Страх грызет; тот страх, тот самый. Страх смерти. Страх смерти и еще чего-то, о чем шепчут львы из углов.
Когда истерично вдруг хотелось плакать Антону, он думал, что то близкая Смерть его ходит за стенами. И холодно становилось, стеклянно-холодно. И падала голова на протянутые ладони. И рыдал, трясясь. Началось это после Надиной смерти.
Рыдал тогда и проклинал. И страшился догадаться, кого проклинает. И страшился умереть с проклятием на грешных устах.
И теперь, в ночи, так же хотелось зарыдать. Но поборол. Встал. Тишина любимая томила.
И отпер черную дверь, и вышел из комнаты, вышел в пустую. Темно. Привычно темно и так же страшно. И пошел дальше.
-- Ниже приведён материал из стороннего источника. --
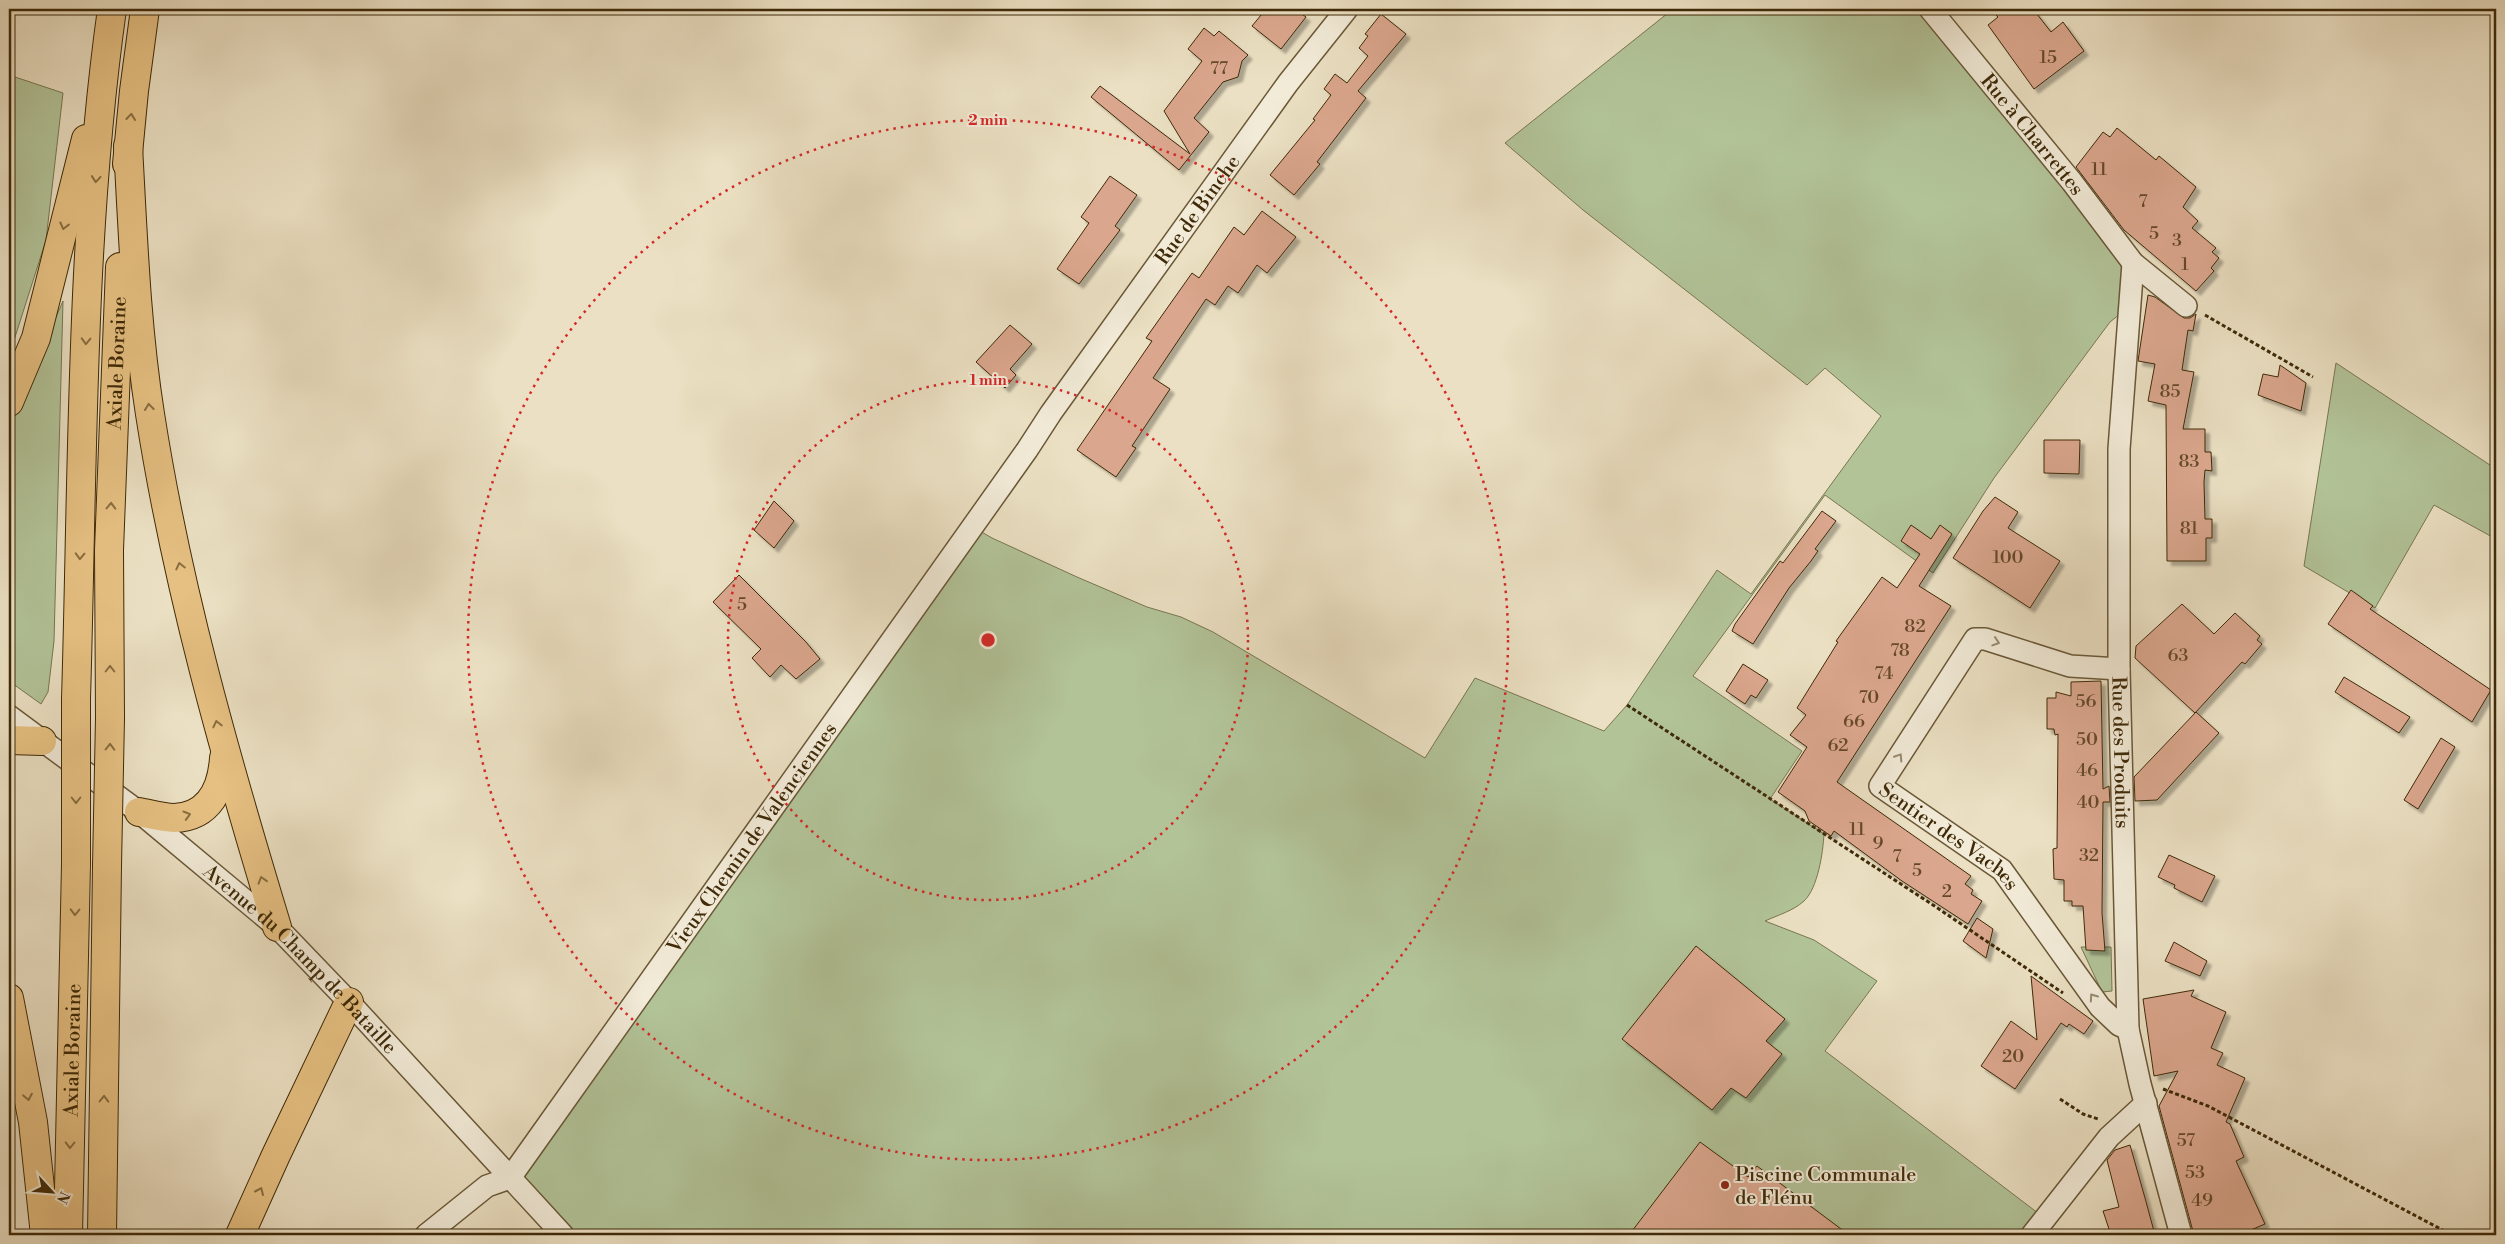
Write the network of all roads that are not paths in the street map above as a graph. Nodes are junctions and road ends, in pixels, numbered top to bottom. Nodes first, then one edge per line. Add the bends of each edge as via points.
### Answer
1 (112, 9) edge
2 (145, 9) edge
3 (1346, 9) edge
4 (1930, 9) edge
5 (105, 60) junction
6 (128, 146) junction
7 (2133, 263) junction
8 (2186, 306) road end
9 (9, 402) edge
10 (1051, 413) joint
11 (2119, 668) junction
12 (9, 716) edge
13 (9, 740) edge
14 (42, 741) junction
15 (224, 752) junction
16 (139, 812) junction
17 (276, 927) junction
18 (9, 998) edge
19 (350, 1002) junction
20 (2128, 1029) junction
21 (2143, 1094) junction
22 (510, 1178) junction
23 (45, 1235) edge
24 (68, 1235) edge
25 (102, 1235) edge
26 (240, 1235) edge
27 (426, 1235) edge
28 (563, 1235) edge
29 (2032, 1235) edge
30 (2181, 1235) edge

1 - 5 highway, Axiale Boraine
6 -> 2 highway, Axiale Boraine
3 - 10 street, Rue de Binche via 1288,83
4 - 7 street, Rue à Charrettes via 2072,182
5 -> 9 highway via 36,338
5 -> 24 highway, Axiale Boraine, bridge via 88,269 76,699
15 -> 6 highway via 172,531 150,413 137,304
25 -> 6 highway, Axiale Boraine, bridge via 110,718 109,550
7 - 8 street, Rue à Charrettes
7 - 11 street, Rue des Produits via 2119,449
10 - 22 street, Vieux Chemin de Valenciennes
11 - 20 street, Rue des Produits
20 -> 11 street, Sentier des Vaches via 2100,1007 2002,870 1880,786 1975,639 1985,639 2070,666
12 - 14 street, Avenue du Champ de Bataille
13 - 14 highway
14 - 16 street, Avenue du Champ de Bataille
16 -> 15 highway via 173,818 190,816 204,807 216,795 222,779
17 -> 15 highway
16 - 17 street, Avenue du Champ de Bataille
17 - 19 street, Avenue du Champ de Bataille
18 -> 23 highway via 33,1122
19 - 22 street, Avenue du Champ de Bataille
26 -> 19 highway
20 - 21 street, Rue des Produits
21 - 29 street
21 - 30 street, Rue des Produits
22 - 27 street via 487,1186
22 - 28 street, Avenue du Champ de Bataille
И пустая, темная громада лестницы старалась успокоить юношу. И стоял внизу, а ступени мраморные стройно шли наверх, и угадывал, где они. Тринадцать окон, совсем похожих, глядели на мраморную лестницу, глядели, но не освещали. Было чуть видно их. Чуть видные, менее черные пятна. Стал упорно смотреть вверх. И увидел золоченую раму зеркала. Громадные зеркала глядят друг в друга, одно с высоты площадки за верхней ступенью, другое со стены. Но этого зеркала не видел. Видел только кусок золоченой рамы наверху, и она говорила, как огонь сквозь туман. Но говорила без мысли, без мечты, так.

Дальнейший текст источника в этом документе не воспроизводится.